Wartawan Peran News mencoba mengubungi EO terduga pengelola tambang di tanjakan PRJ yang di sebut sebut oleh Direktur Eksekutif KPP- HAM Lampung Merupakan Tambang Ilegal. Saat di konfirmasi melalui Pesan Whatsapp Saudara EO tidak bisa memberikan tanggapan kepada wartawan seakan membenarkan bahwa tambang tersebut merupakan Tambang Ilegal.
Tambang Ilegal sendiri diatur di dalam Undang- Undang Republik Indonesia Nomor 3 Tahun 2020 Tentang Perubahan Atas Undang-Undang Nomor 4 Tahun 2009 Tentang Pertambangan Mineral dan Batu Bara.
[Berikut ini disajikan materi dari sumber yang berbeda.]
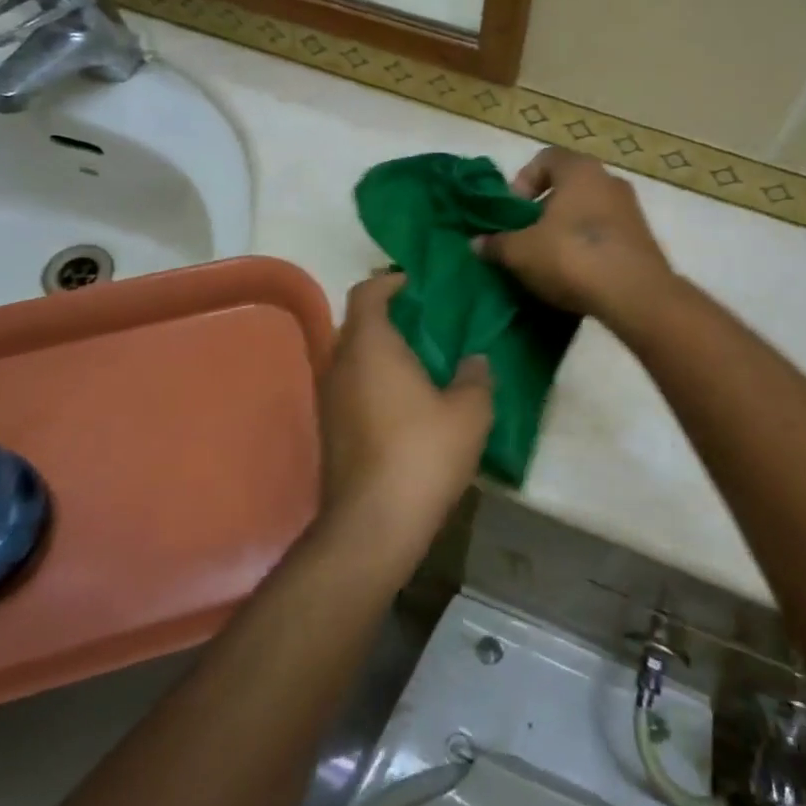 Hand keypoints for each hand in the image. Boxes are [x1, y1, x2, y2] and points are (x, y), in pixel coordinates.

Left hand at [315, 274, 493, 561]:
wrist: (373, 524)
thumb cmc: (422, 453)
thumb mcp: (469, 412)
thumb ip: (475, 377)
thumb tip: (475, 360)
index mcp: (370, 345)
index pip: (367, 292)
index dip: (390, 281)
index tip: (416, 284)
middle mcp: (340, 363)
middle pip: (358, 324)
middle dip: (390, 318)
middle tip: (429, 325)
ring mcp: (329, 398)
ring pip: (354, 358)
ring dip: (382, 354)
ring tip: (422, 364)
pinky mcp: (329, 429)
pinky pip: (352, 388)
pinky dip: (374, 382)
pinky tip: (405, 404)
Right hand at [480, 148, 673, 325]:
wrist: (635, 295)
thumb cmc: (571, 257)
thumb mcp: (520, 252)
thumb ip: (496, 244)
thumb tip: (477, 243)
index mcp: (579, 170)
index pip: (545, 159)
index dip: (523, 181)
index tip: (513, 212)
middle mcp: (609, 181)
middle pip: (567, 187)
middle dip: (543, 211)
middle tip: (525, 238)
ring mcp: (631, 211)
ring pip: (587, 212)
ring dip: (565, 232)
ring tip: (548, 262)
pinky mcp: (642, 240)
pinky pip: (605, 236)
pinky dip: (587, 249)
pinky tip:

Pada Pasal 158 di jelaskan, “Setiap orang yang melakukan Penambangan tanpa izin sebagaimana dimaksud dalam Pasal 35 dipidana dengan pidana penjara paling lama 5 (lima) tahun dan denda paling banyak Rp100.000.000.000,00 (seratus miliar rupiah).
Sampai berita ini ditayangkan Saudara EO yang merupakan salah satu pengelola tambang tidak bisa memberikan jawaban.